• TASK BRIEF:
Report how many lines in the entries below hold the word "edges". Your answer is that number alone.

-------- RECORDS SUPPLIED

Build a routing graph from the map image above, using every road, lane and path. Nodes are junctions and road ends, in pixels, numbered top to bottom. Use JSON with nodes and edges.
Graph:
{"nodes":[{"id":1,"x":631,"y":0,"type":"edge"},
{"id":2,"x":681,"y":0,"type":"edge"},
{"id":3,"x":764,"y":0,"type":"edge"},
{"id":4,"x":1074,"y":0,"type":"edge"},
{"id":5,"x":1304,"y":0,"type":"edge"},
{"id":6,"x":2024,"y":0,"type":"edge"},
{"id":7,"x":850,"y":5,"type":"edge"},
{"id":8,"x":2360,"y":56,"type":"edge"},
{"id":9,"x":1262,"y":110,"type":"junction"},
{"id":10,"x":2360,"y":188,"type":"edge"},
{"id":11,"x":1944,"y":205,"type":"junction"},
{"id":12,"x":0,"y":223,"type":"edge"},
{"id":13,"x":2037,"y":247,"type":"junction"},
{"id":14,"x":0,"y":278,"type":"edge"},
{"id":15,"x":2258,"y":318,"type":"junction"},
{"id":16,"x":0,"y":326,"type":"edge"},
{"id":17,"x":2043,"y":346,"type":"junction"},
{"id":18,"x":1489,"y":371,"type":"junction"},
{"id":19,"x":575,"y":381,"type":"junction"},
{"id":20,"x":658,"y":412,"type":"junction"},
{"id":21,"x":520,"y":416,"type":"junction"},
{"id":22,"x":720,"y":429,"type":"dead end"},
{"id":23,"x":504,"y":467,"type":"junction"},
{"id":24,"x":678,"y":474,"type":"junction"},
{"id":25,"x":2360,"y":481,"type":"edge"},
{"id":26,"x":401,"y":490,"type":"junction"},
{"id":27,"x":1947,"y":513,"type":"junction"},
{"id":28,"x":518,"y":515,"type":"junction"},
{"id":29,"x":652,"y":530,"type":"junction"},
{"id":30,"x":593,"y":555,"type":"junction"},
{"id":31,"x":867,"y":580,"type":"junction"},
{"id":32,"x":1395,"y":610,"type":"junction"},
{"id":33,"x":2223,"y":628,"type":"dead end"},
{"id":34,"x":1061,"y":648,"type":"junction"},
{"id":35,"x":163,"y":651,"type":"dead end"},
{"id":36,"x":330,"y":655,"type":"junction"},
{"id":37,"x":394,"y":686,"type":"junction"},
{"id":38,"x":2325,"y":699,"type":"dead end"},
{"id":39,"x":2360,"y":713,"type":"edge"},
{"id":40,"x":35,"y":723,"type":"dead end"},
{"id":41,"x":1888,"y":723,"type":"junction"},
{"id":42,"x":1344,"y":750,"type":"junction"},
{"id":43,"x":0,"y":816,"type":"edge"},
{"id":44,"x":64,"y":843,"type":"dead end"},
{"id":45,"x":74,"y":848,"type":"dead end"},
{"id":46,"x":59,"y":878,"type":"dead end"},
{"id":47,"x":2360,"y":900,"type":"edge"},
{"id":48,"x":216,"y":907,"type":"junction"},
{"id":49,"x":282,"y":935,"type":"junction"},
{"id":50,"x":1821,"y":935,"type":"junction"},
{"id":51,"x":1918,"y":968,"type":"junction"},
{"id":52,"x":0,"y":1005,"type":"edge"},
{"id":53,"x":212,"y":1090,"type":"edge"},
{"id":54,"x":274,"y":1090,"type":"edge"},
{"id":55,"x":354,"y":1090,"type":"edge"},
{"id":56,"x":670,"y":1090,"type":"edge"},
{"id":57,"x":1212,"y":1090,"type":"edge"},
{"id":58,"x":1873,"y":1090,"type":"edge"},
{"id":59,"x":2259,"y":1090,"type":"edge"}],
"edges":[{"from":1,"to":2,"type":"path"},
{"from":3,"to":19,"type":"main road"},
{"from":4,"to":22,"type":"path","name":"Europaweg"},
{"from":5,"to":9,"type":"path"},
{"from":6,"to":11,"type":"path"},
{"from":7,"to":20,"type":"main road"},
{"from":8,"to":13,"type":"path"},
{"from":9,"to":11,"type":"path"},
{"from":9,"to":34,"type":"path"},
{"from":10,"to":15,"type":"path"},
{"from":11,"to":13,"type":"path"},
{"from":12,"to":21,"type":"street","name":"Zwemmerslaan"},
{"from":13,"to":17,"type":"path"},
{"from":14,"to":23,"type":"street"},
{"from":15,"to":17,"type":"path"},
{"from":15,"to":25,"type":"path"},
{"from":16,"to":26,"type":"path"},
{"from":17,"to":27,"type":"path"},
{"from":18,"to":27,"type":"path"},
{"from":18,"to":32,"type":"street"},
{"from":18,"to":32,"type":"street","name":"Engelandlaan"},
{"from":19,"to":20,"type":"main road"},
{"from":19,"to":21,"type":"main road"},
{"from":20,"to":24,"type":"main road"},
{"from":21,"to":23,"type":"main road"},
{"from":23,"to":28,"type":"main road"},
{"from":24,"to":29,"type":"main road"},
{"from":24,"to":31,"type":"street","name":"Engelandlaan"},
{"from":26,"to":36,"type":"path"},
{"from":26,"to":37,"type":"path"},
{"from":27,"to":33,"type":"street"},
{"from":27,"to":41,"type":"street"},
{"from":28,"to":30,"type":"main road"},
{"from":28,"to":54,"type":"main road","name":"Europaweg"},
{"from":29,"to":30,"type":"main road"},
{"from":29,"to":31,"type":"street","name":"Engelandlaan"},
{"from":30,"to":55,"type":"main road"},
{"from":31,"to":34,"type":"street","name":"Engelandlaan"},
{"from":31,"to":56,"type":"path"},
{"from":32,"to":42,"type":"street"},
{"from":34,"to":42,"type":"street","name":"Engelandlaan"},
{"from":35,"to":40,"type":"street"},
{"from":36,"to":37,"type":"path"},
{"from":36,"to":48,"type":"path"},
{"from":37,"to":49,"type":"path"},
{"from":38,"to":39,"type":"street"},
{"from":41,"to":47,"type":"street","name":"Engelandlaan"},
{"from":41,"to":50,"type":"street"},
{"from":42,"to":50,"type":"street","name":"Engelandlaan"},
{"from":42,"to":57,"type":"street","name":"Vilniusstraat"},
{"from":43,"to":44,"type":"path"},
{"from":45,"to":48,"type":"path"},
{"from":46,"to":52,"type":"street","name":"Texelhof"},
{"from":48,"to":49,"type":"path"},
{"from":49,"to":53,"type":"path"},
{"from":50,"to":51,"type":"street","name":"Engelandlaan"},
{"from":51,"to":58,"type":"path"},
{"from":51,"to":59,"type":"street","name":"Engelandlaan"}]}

----------------

• SOLVED EXERCISE:
2